> **ASSIGNMENT**
Would you copy every line of the listing below that includes the word "Souza"?

> **SOURCE INFORMATION**

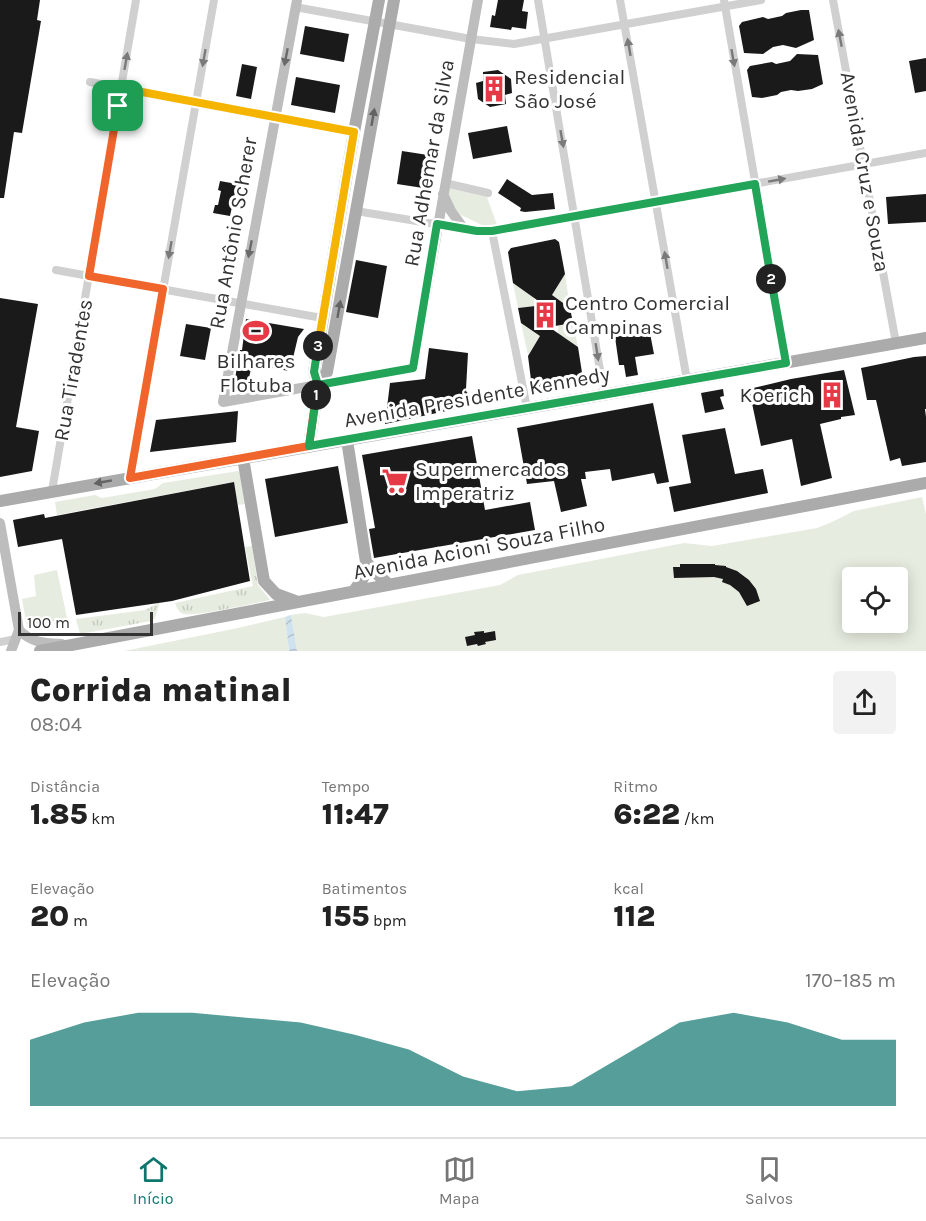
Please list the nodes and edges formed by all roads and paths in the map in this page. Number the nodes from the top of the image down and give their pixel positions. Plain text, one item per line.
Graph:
1 (136, 0) edge
2 (214, 0) edge
3 (379, 0) edge
4 (394, 0) edge
5 (478, 0) edge
6 (538, 0) edge
7 (620, 0) edge
8 (761, 0) edge
9 (833, 0) edge
10 (724, 3) edge
11 (296, 4) edge
12 (375, 22) junction
13 (389, 25) junction
14 (625, 25) junction
15 (471, 39) junction
16 (545, 40) junction
17 (90, 82) dead end
18 (121, 88) junction
19 (196, 102) junction
20 (275, 117) junction
21 (354, 132) junction
22 (926, 153) edge
23 (864, 164) junction
24 (755, 184) junction
25 (444, 188) junction
26 (488, 193) dead end
27 (656, 201) junction
28 (356, 211) junction
29 (575, 216) junction
30 (437, 224) junction
31 (464, 229) junction
32 (492, 231) junction
33 (56, 270) dead end
34 (89, 276) junction
35 (163, 289) junction
36 (240, 303) junction
37 (322, 318) junction
38 (926, 338) edge
39 (896, 343) junction
40 (786, 363) junction
41 (687, 380) junction
42 (318, 385) junction
43 (604, 394) junction
44 (527, 408) junction
45 (347, 440) junction
46 (309, 446) junction
47 (243, 458) junction
48 (130, 478) junction
49 (926, 483) edge
50 (52, 491) junction
51 (0, 501) edge
52 (0, 523) edge
53 (366, 562) junction
54 (4, 570) edge
55 (389, 585) junction
56 (354, 591) junction
57 (297, 602) junction
58 (17, 634) junction
59 (0, 642) edge
60 (74, 644) junction
61 (10, 651) edge
62 (40, 651) edge

18 -> 1 street, Rua Tiradentes
2 -> 19 street
3 - 12 main road
4 - 13 main road
5 - 15 street, Rua Adhemar da Silva
6 - 16 street
7 - 14 street
8 - 10 street
23 -> 9 street, Avenida Cruz e Souza
10 - 14 street
10 -> 24 street
11 - 12 street
11 -> 20 street, Rua Antônio Scherer
12 - 13 street
12 - 21 main road
13 - 15 street
28 -> 13 main road
14 - 16 street
27 -> 14 street
15 - 16 street
15 - 25 street, Rua Adhemar da Silva
16 -> 29 street
17 - 18 street
18 - 19 street
18 - 34 street, Rua Tiradentes
19 - 20 street
19 -> 35 street
20 - 21 street
20 -> 36 street, Rua Antônio Scherer
21 - 37 main road
22 - 23 street
24 -> 23 street
23 - 39 street, Avenida Cruz e Souza
24 - 27 street
24 - 40 street
25 - 26 street
25 - 30 street, Rua Adhemar da Silva
25 - 31 street
27 - 29 street
41 -> 27 street
28 - 30 street
42 -> 28 main road
29 - 32 street
29 -> 43 street
30 - 31 street
30 - 42 street, Rua Adhemar da Silva
31 - 32 street
32 - 44 street
33 - 34 street
34 - 35 street
34 - 50 street, Rua Tiradentes
35 - 36 street
35 - 48 street
36 - 37 street
36 - 42 street, Rua Antônio Scherer
37 - 42 main road
38 - 39 main road, Avenida Presidente Kennedy
39 - 40 main road, Avenida Presidente Kennedy
40 - 41 main road, Avenida Presidente Kennedy
41 - 43 main road, Avenida Presidente Kennedy
42 - 46 main road
43 - 44 main road, Avenida Presidente Kennedy
44 - 45 main road, Avenida Presidente Kennedy
45 - 46 main road, Avenida Presidente Kennedy
45 - 53 main road
46 - 47 main road, Avenida Presidente Kennedy
47 - 48 main road, Avenida Presidente Kennedy
47 - 57 main road
48 -> 50 main road, Avenida Presidente Kennedy
49 - 55 main road, Avenida Acioni Souza Filho
50 - 51 main road, Avenida Presidente Kennedy
52 - 54 street
53 - 55 main road
53 - 56 main road
54 - 58 street
55 - 56 main road, Avenida Acioni Souza Filho
56 - 57 main road, Avenida Acioni Souza Filho
57 - 60 main road, Avenida Acioni Souza Filho
58 - 59 street
58 - 60 street
58 - 61 street
60 - 62 main road, Avenida Acioni Souza Filho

> **ANSWER TO THIS EXERCISE**
23 -> 9 street, Avenida Cruz e Souza
23 - 39 street, Avenida Cruz e Souza
49 - 55 main road, Avenida Acioni Souza Filho
55 - 56 main road, Avenida Acioni Souza Filho
56 - 57 main road, Avenida Acioni Souza Filho
57 - 60 main road, Avenida Acioni Souza Filho
60 - 62 main road, Avenida Acioni Souza Filho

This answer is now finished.